Exercise 1: Find $A^T$ and $\bar{A}$ where $A=(a_{ij})=\left[\begin{array}{cc}4+2i& 3-i\\ -1-3i& 1+i\end{array}\right].$

Definition: (a) The product of a matrix $A=(a_{ij})$ and a constant $k$ is defined to be $kA=(k{a}_{ij}).$

(b) The  sum of two $m\times n$ matrices $A=(a_{ij})$ and $B=(b_{ij})$ is defined to be $A+B=(a_{ij}+b_{ij}).$

(c) The difference of two $m\times n$ matrices $A=(a_{ij})$ and $B=(b_{ij})$ is defined to be $A-B=(a_{ij}-b_{ij}).$

(d) The product of an $m\times n$ matrix $A=(a_{ij})$ and an $n\times r$ matrix $B=(b_{ij})$ is defined to be the matrix

$C=(c_{ij})$, where 

$$c_{ij}=\sum _{k=1}^n{a}_{ik}{b}_{kj}.$$

Example 2: Find $2A-B$, $\text{AB}$, and $BA$ where $A=(a_{ij})=\left[\begin{array}{cc}2-i& 1-i\\ -3+3i& 4+2i\end{array}\right]$ and $B=(b_{ij})=\left[\begin{array}{cc}1+i& -2-3i\\ 3-i& 2+4i\end{array}\right]$.

Exercise 2: Find $A-3B$, $\text{AB}$, and $BA$ where $A=(a_{ij})=\left[\begin{array}{cc}4+2i& 3-i\\ -1-3i& 1+i\end{array}\right]$ and $B=(b_{ij})=\left[\begin{array}{cc}-1-i& 2+3i\\ 1+i& 1-2i\end{array}\right].$

Definition: (a) The length of an $1\times n$ vector $\overrightarrow{x}=(x_1,x_2,...,x_n)$ is defined as $\sqrt{x_1^2+x_2^2+...+x_n^2}$.
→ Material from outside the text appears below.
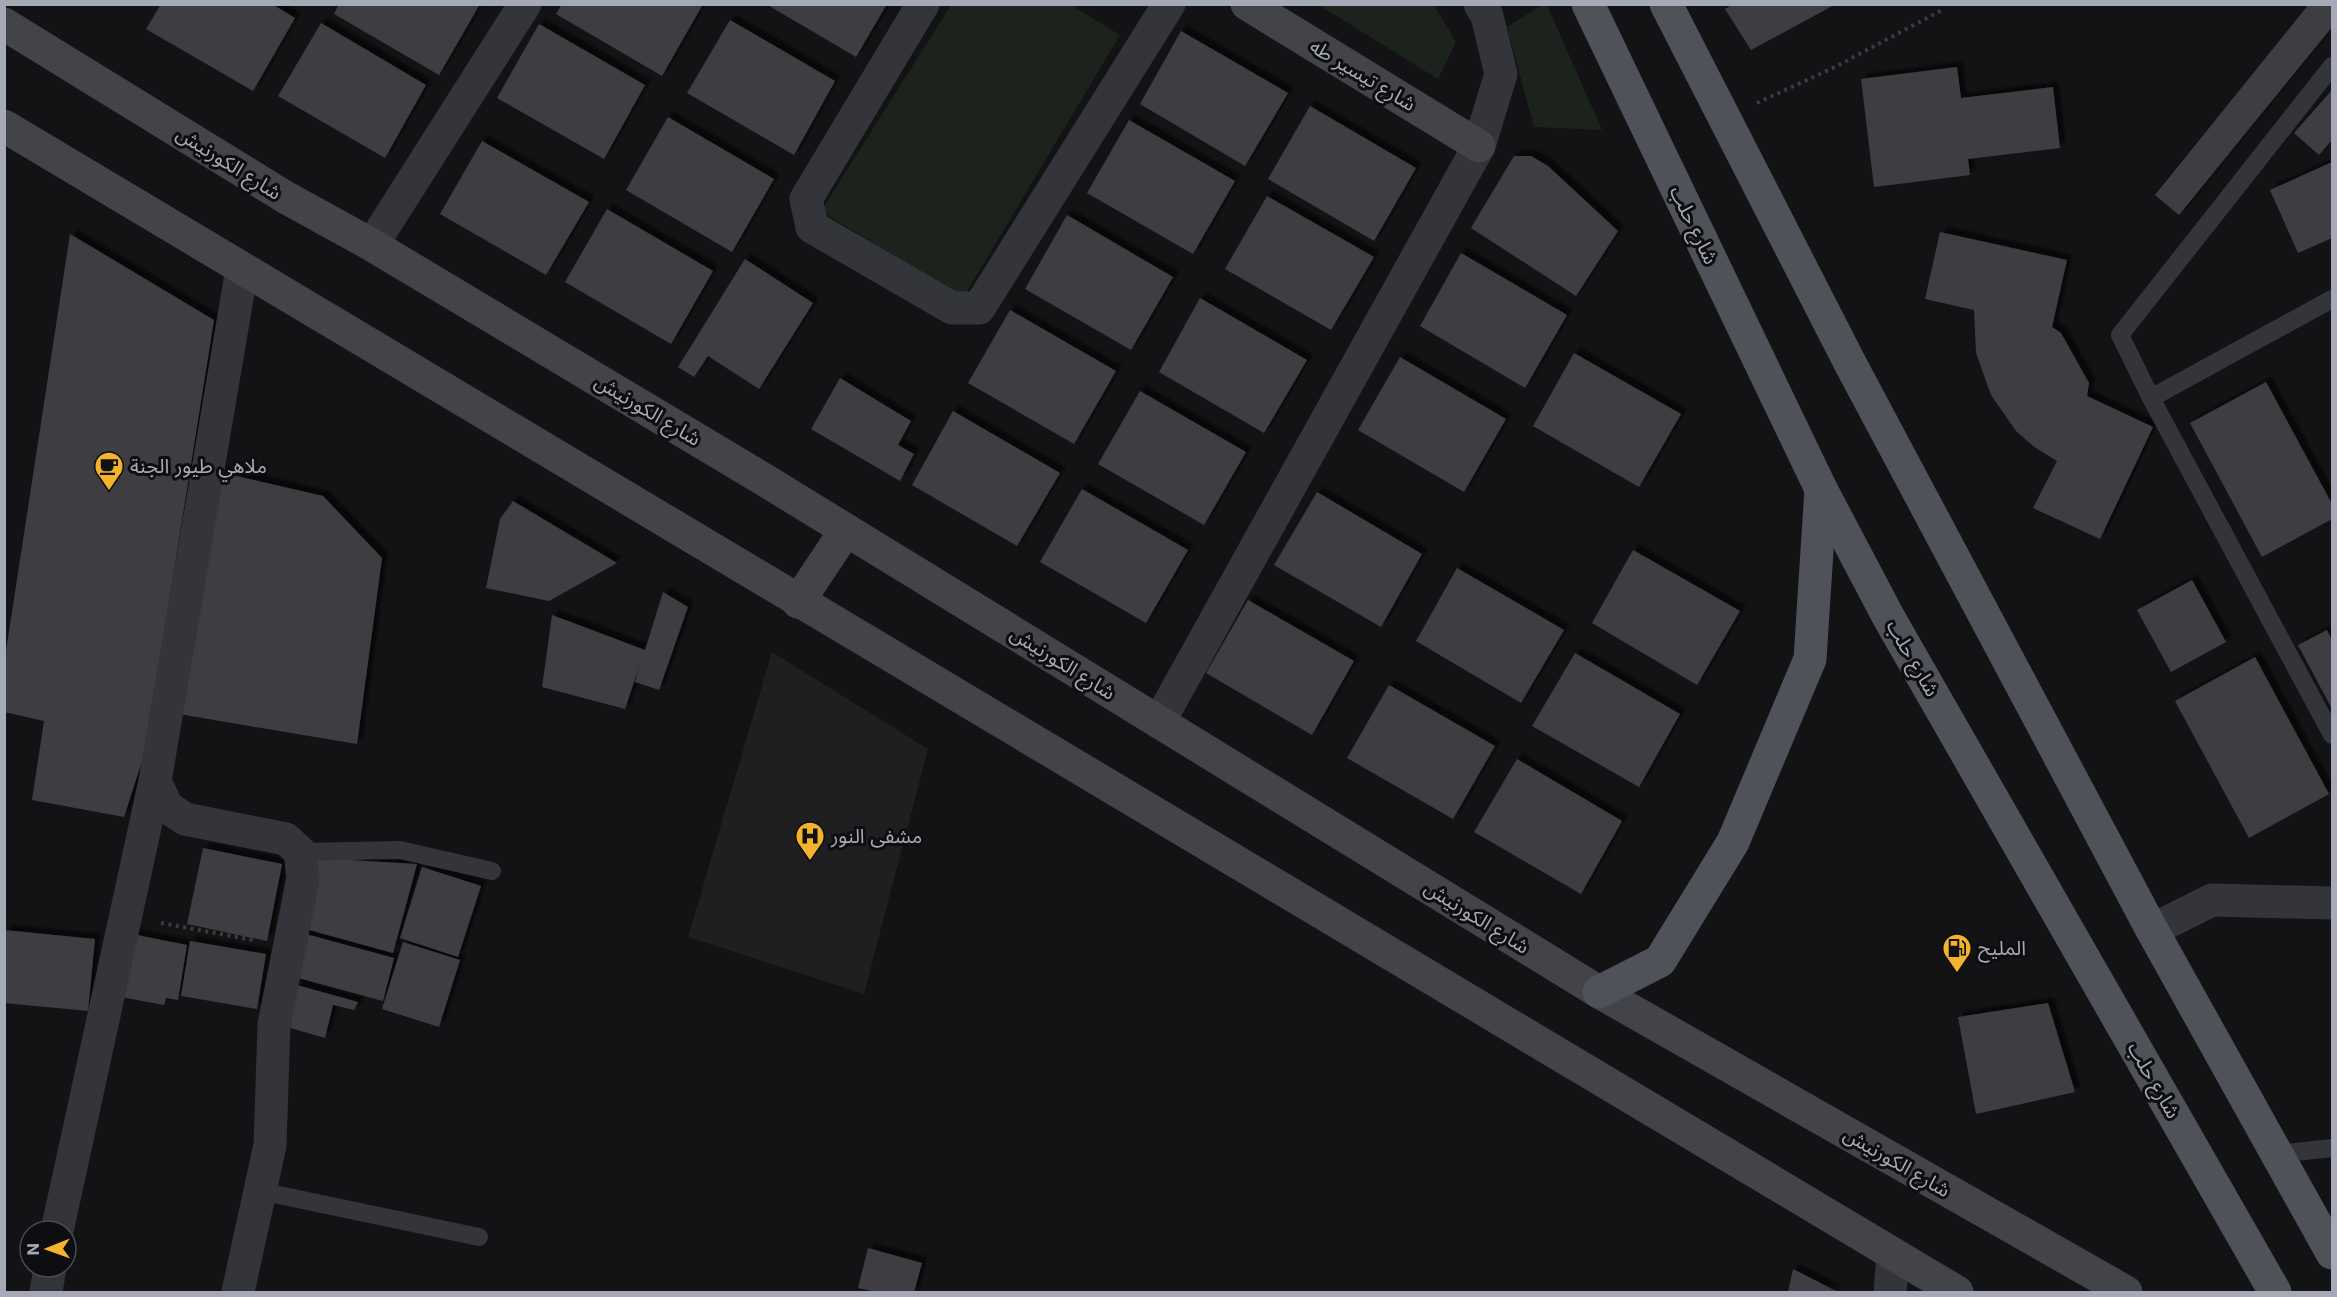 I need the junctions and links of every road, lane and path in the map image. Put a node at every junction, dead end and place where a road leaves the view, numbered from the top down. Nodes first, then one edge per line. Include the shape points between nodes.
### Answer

(b) The multiplicative identity matrix $I$ is an $n\times n$ matrix given by

$$I=\left[\begin{array}{cccc}1& 0& \cdots & 0\\ 0& 1& \cdots & 0\\ ⋮& ⋮& \ddots & 0\\ 0& 0& \cdots & 1\end{array}\right].$$

(c) For any square matrix $A$, it follows that $AI=IA=A$.

(d) A square matrix $A$ is nonsingular, or invertible, if there exists a matrix $B$ such that that $AB=BA=I$.

Otherwise $A$ is singular. The matrix $B$, if it exists, is unique and is denoted by $A^{-1}$ and is called the inverse of $A$.

(e) The determinate of $2\times 2$ matrix $A=\left[\begin{array}{cc}a& b\\ c& d\end{array}\right]$ is $ad-bc$ which denoted as $\text{det}A=ad-bc$.

(f) The inverse of the $2\times 2$ matrix $\left[\begin{array}{cc}a& b\\ c& d\end{array}\right]$ is 

$$\frac{1}{ad-bc}\left[\begin{array}{cc}d& -b\\ -c& a\end{array}\right].$$

Example 3: Find $A^{-1}$ or show it is singular where $A(a_{ij})=\left[\begin{array}{cc}2-3i& 1-i\\ -3+i& 1+i\end{array}\right]$.

Exercise 3: Find $A^{-1}$ or show it is singular where $A=(a_{ij})=\left[\begin{array}{cc}4-2i& 1-3i\\ 1-i& 1+i\end{array}\right]$ .

Group Work

$A=(a_{ij})=\left[\begin{array}{cc}1-2i& 1+i\\ 3+2i& 4+i\end{array}\right]$ and $B=(b_{ij})=\left[\begin{array}{cc}1+i& 4-3i\\ 2-i& 1+4i\end{array}\right]$ .

1. Find $A^T$ and $\bar{A}$

2. $4A-2B$, $\text{AB}$, and $BA$

3. $A^{-1}$ or show it is singular

4. $B^{-1}$ or show it is singular

5. Transform the system of first order equations into one 2nd order IVP. Then solve the IVP, and use it to find $x_1$ and $x_2$. $x_1^{\prime }=2x_1+5x_2$, $x_2^{\prime }=x_1-2x_2$, $x_1(0)=0$, $x_2(0)=2$.